Islam Dalam Menjaga Dan Melindungi Perempuan
Jika dalam sistem Kapitalisme perempuan dipandang sebagai alat untuk mendapat keuntungan, berbeda dengan cara pandang Islam. Islam sangat menghargai terhadap status perempuan. Sehingga Islam menetapkan sejumlah hukum untuk menjaga kehormatan perempuan. Hukum Islam dari masa ke masa tidak akan pernah termakan oleh perkembangan zaman, sesuai dengan fitrah manusia serta memuaskan akal.
Penjagaan Islam terhadap perempuan berupa hukum menutup aurat, wali, mahram, waris, hukum yang berkaitan dengan peran ibu dan pengatur rumah tangga ( jaminan nafkah, pengasuhan anak), itulah yang membuat perempuan berharga dan terhormat. Jika ia menjalankan semua itu dengan baik dengan rasa takut kepada Allah SWT, berharap ridha-Nya, karena kecintaannya kepada Allah dan Rasul-Nya, maka ia adalah wanita sukses. Tidak saja di dunia melainkan sukses di akhirat.
Pelaksanaan hukum-hukum penjagaan menjadi sempurna apabila ada peran negara.
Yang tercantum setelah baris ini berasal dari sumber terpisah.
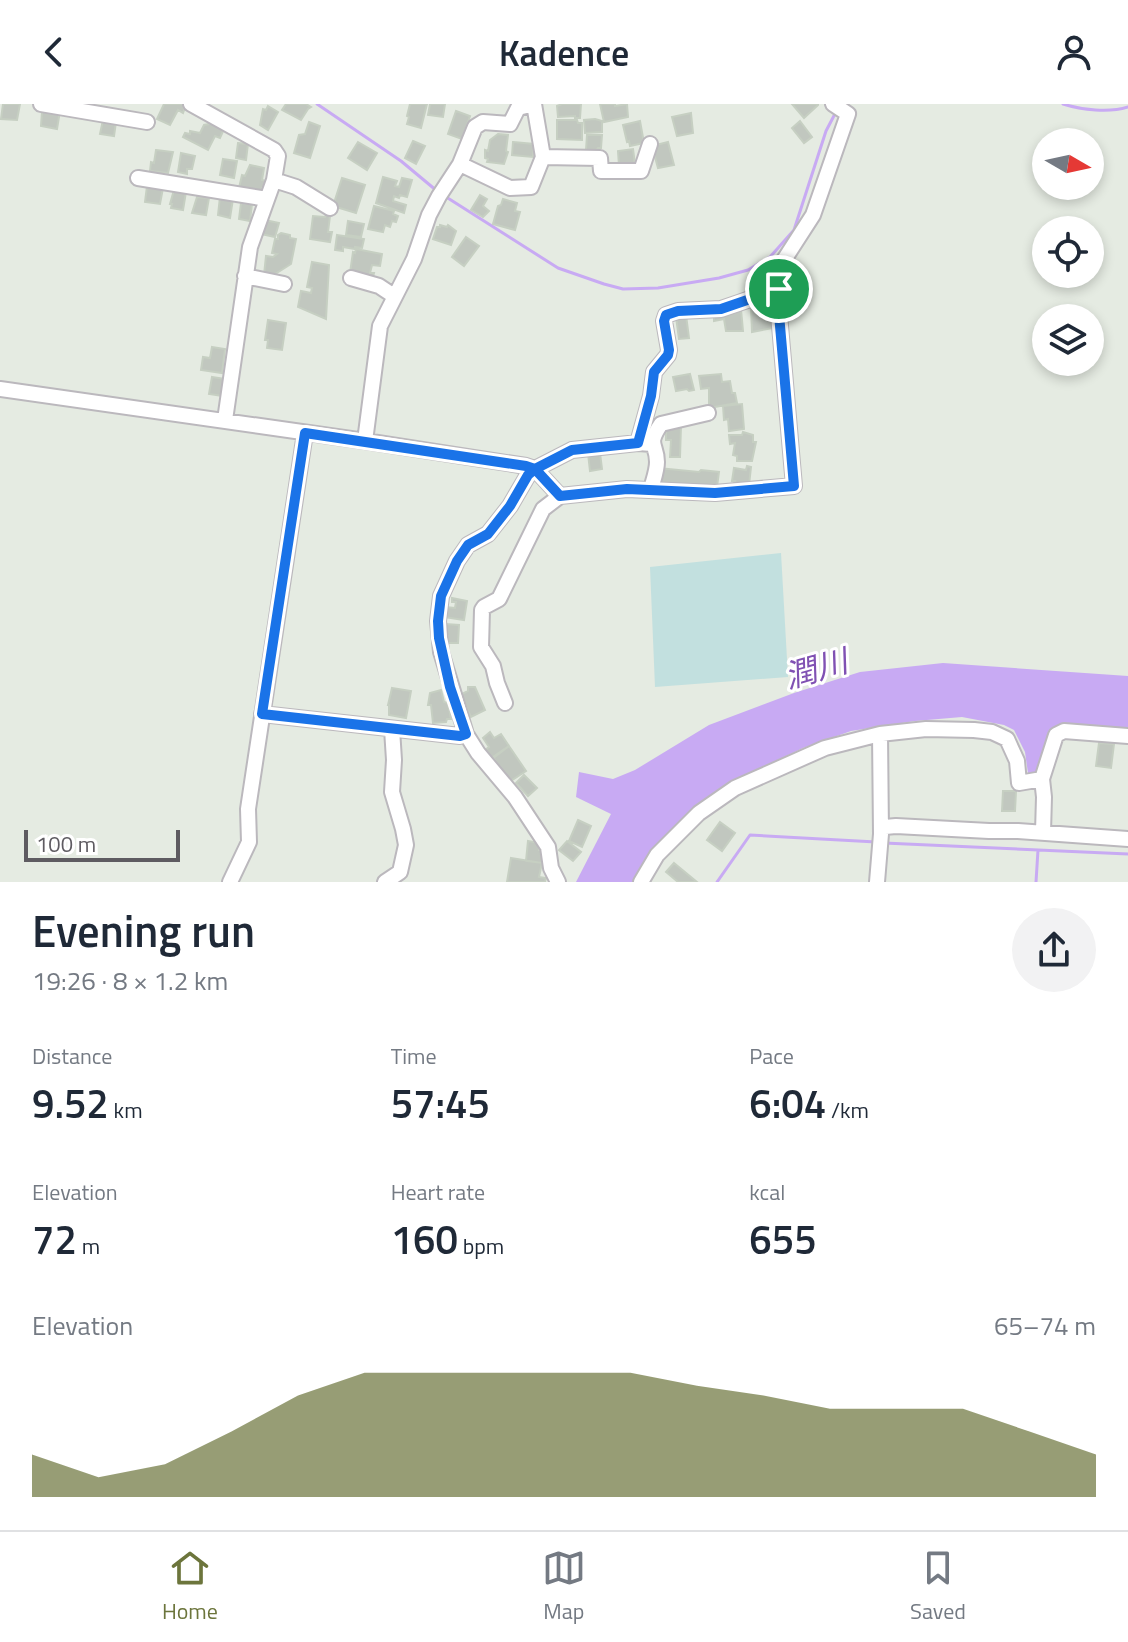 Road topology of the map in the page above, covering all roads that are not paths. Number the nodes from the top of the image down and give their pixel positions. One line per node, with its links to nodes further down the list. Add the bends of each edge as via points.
1 (41, 104): 4 (street)
2 (191, 104): 9 (street, via 274,150)
3 (837, 107): 15 (street, via 848,114 819,201 784,260)
4 (147, 122)
5 (650, 144): 6 (street, via 641,171 601,171 600,158)
6 (543, 157): 7 (street, via 531,187 510,188); 7 (street, via 534,104 518,108 510,124 478,124)
7 (460, 164): 16 (street, via 429,215)
8 (138, 178): 10 (street)
9 (274, 180): 10 (street); 11 (street)
10 (267, 199): 12 (street)
11 (330, 208)
12 (245, 276): 14 (street); 19 (street)
13 (351, 278): 16 (street)
14 (284, 284)
15 (779, 289): 22 (street, via 721,309 666,315 669,350 654,372); 24 (street, via 794,486 715,493)
16 (394, 296): 21 (street, via 380,326)
17 (0, 389): 19 (street)
18 (708, 413): 22 (street, via 661,424)
19 (225, 420): 20 (street)
20 (305, 433): 21 (street); 27 (street)
21 (365, 441): 23 (street)
22 (645, 443): 23 (street, via 572,450); 24 (street, via 654,447 657,465)
23 (535, 469): 25 (street); 29 (street, via 488,534 468,545 441,596 441,652)
24 (651, 489): 25 (street)
25 (560, 496): 26 (street, via 543,509 499,599 482,610 481,647)
26 (505, 703)
27 (262, 714): 28 (street); 36 (street, via 248,809 249,842)
28 (392, 729): 29 (street); 37 (street, via 392,792 406,845 400,872)
29 (466, 734): 38 (street, via 548,847)
30 (880, 734): 32 (street, via 926,729 992,732 1007,739 1019,783); 34 (street); 39 (street, via 825,748 735,788 699,813 657,855)
31 (1128, 736): 32 (street, via 1064,731 1056,735)
32 (1042, 779): 33 (street)
33 (1037, 832): 34 (street, via 889,826); 35 (street)
34 (881, 834): 40 (street)
35 (1128, 839)
36 (230, 882)
37 (385, 882)
38 (558, 882)
39 (641, 882)
40 (877, 882)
Negara wajib memastikan pemenuhan hak perempuan dan pelaksanaan kewajibannya secara sempurna. Negara akan menghukum kepala keluarga yang tidak memberi nafkah kepada keluarga dengan standar layak. Negara menyelenggarakan sistem pendidikan yang menunjang fungsi utama perempuan. Negara pun menjaga sistem media dan informasi yang membantu pelaksanaan tugas pendidikan keluarga.
Islam memberikan hak kepada wanita terlibat dalam aktivitas ekonomi, perdagangan, pertanian, industri dan berbagai transaksi. Perempuan boleh memiliki dan mengembangkan harta, mendapat pendidikan, mendapat akses kesehatan terbaik. Dalam politik, Islam memberikan hak perempuan untuk memilih penguasa, memilih dan dipilih dalam majelis perwakilan umat, berhak punya posisi di majlis pengadilan dan punya kewajiban untuk berbaiat kepada pemimpin. Suara perempuan didengar dalam persoalan publik.
Karena itu solusi mengeluarkan perempuan dari kondisi buruk bukan pada keterwakilan suara perempuan di pemerintahan ataupun parlemen yang menyuarakan kepentingan perempuan, bukan pada UU perlindungan perempuan dengan dasar liberalisasi agama, bukan dengan kepala negara perempuan. Solusinya terletak pada penerapan aturan Islam yang punya visi penjagaan dan perlindungan bagi peran dan fungsi perempuan.